Of course, not every small businesses is in a borrowing mood: Balance sheets still haven’t all rebounded from the Great Recession; concerns are high about how the economy will act after whoever is elected next month is elected; not every business needs to borrow, and not every entrepreneur wants to incur debt.
Not every bank makes SBA loans, either.
Still, with the right combination of banker and borrower, SBA loan packages can be interesting. The puzzle is why more local banks and borrowers don’t get together.
Here are the data that perplex me:
* In the fiscal year that ended September 30, nine CDCs in Illinois – SBA-approved community development corporations that package SBA 504 loans – participated in a 504 loan, but only three had enough volume to really matter: Springfield-based Small Business Growth Corp., which put together 169 loans with a total value of $120.5 million; Somercor 504 Inc., Chicago, 99 loans at slightly under $73 million; and Wessex 504 Corp., Northfield, 32 loans for nearly $15 million.

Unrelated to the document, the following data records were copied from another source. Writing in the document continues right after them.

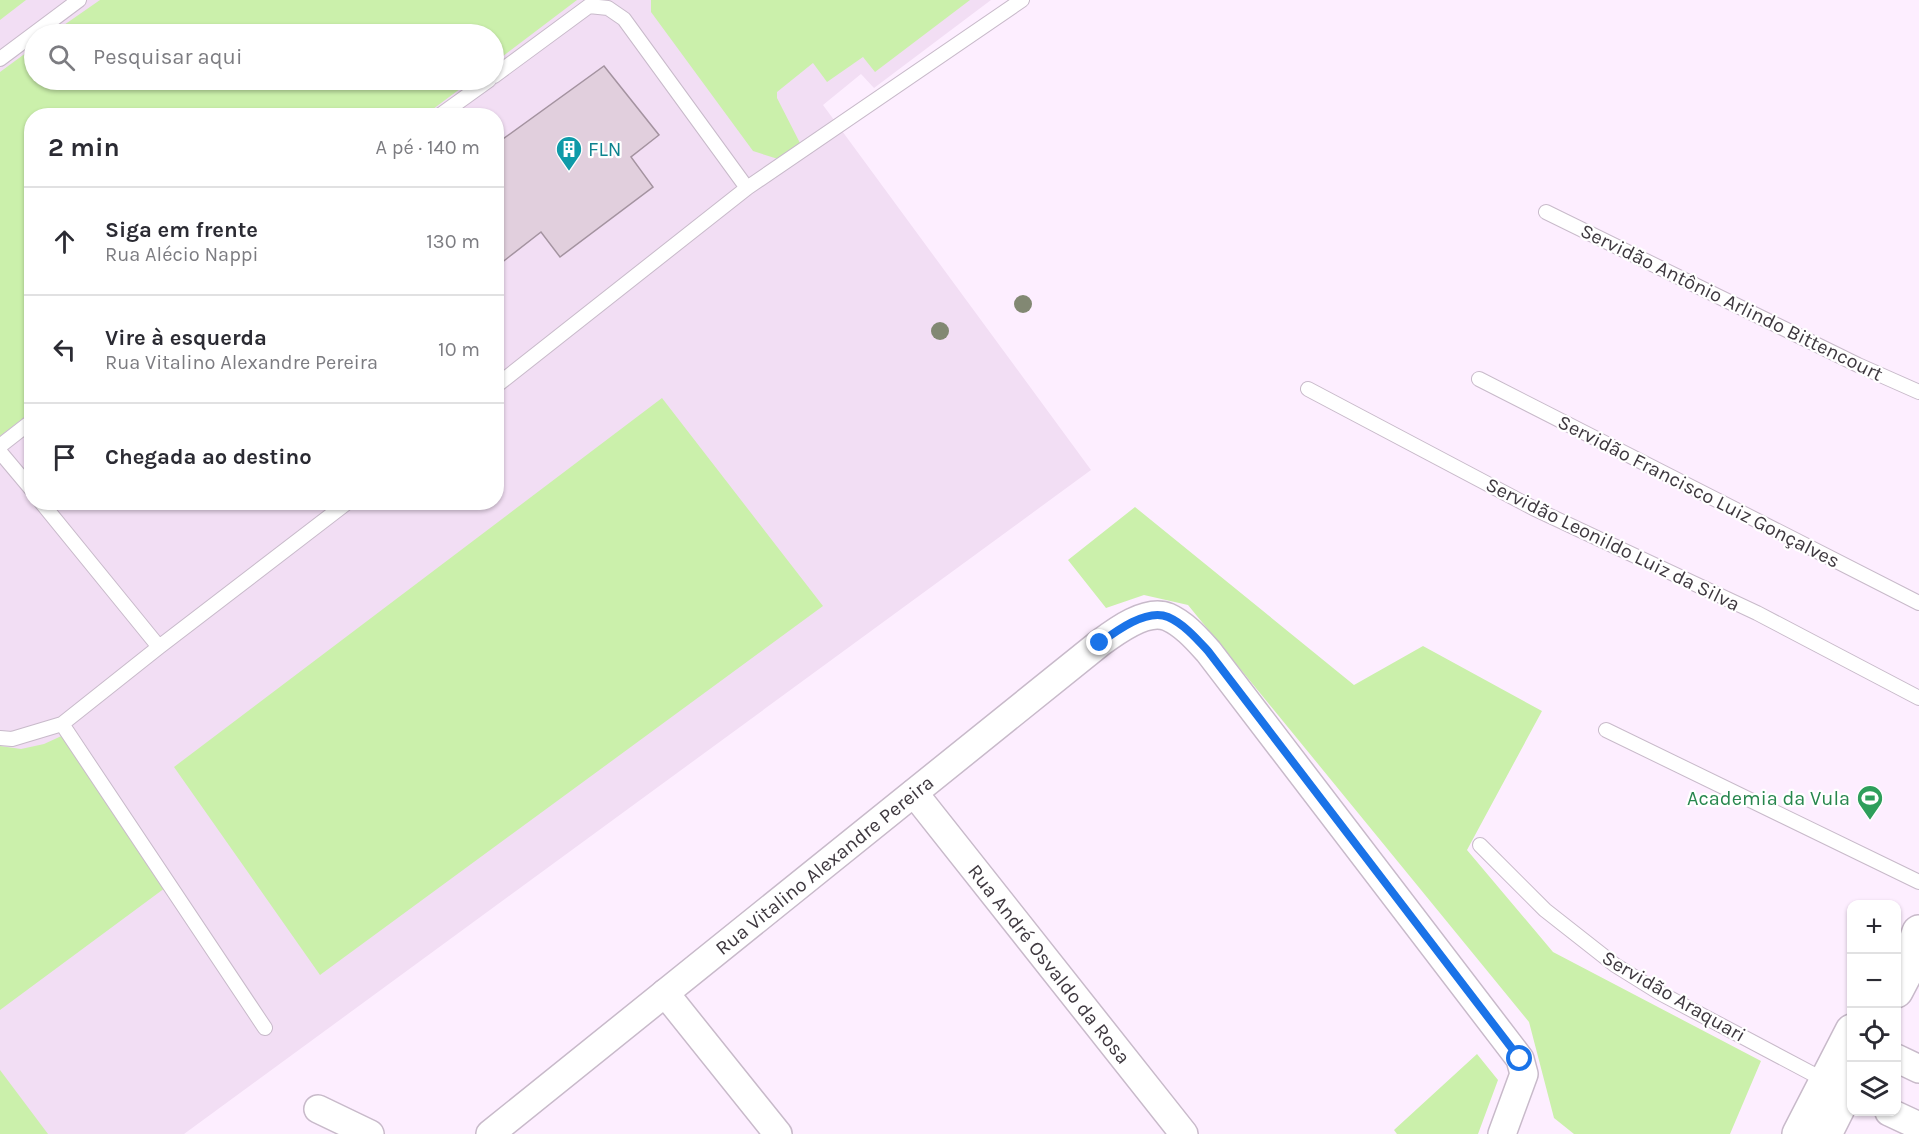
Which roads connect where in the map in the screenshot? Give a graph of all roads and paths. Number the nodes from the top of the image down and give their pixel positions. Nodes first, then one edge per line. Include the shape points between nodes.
1 (79, 0) edge
2 (1022, 0) edge
3 (47, 24) edge
4 (24, 41) edge
5 (0, 59) edge
6 (504, 69) edge
7 (475, 90) edge
8 (450, 108) edge
9 (747, 188) junction
10 (1546, 212) dead end
11 (1479, 379) dead end
12 (504, 380) edge
13 (1308, 389) dead end
14 (1919, 392) edge
15 (24, 427) edge
16 (0, 446) edge
17 (0, 452) edge
18 (24, 480) edge
19 (48, 510) edge
20 (338, 510) edge
21 (1919, 603) edge
22 (159, 647) junction
23 (1919, 698) edge
24 (62, 724) junction
25 (1606, 730) dead end
26 (0, 738) edge
27 (914, 793) junction
28 (1480, 845) dead end
29 (1919, 882) edge
30 (1919, 912) edge
31 (1919, 932) edge
32 (1901, 940) edge
33 (1901, 982) edge
34 (665, 993) junction
35 (265, 1028) dead end
36 (1901, 1060) edge
37 (1847, 1062) edge
38 (1919, 1069) edge
39 (1844, 1086) edge
40 (318, 1109) dead end
41 (1898, 1116) edge
42 (1919, 1126) edge
43 (369, 1134) edge
44 (490, 1134) edge
45 (778, 1134) edge
46 (1184, 1134) edge
47 (1502, 1134) edge
48 (1799, 1134) edge
49 (1825, 1134) edge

Put together, those nine CDCs backed 323 loans, according to SBA data, with a value of a bit more than $223 million. The number of 504 loans made in FY 2016 was up 7.6 percent over FY 2015; loan volume was up 14.9 percent. (So you know, one of my clients is a CDC.)
According to the SBA tally, 112 Illinois banks and credit unions made SBA 504 loans, but only 50 made more than one. Only six financial institutions made as many as 10.
Structurally, the SBA 504 loan is pretty simple: Borrowers put down 10 percent. The bank covers 50 percent of the loan amount with conventional financing. An SBA-approved CDC covers the remaining 40 percent.
There’s always concern about SBA paperwork, of course, but borrowers I have talked with say the process is generally easy. SBA 504 loans are by design limited to dollar commitments that give many borrowers pause – generally real estate, including buildings, and capital equipment – and borrowers must meet specific conditions.
* The numbers are stronger for SBA 7(a) loans, which typically involve more traditional financial solutions. SBA data say 167 banks and credit unions made 1,885 SBA 7(a) loans in Illinois last year; the value of the loans was nearly $755 million. Only 36 banks made as many as ten 7(a) loans, however.
SBA 7(a) loans most often are used for short- or long-term working capital, including accounts payable, operating expenses, inventory and seasonal financing; business start-ups; sometimes to refinance debt; and real estate.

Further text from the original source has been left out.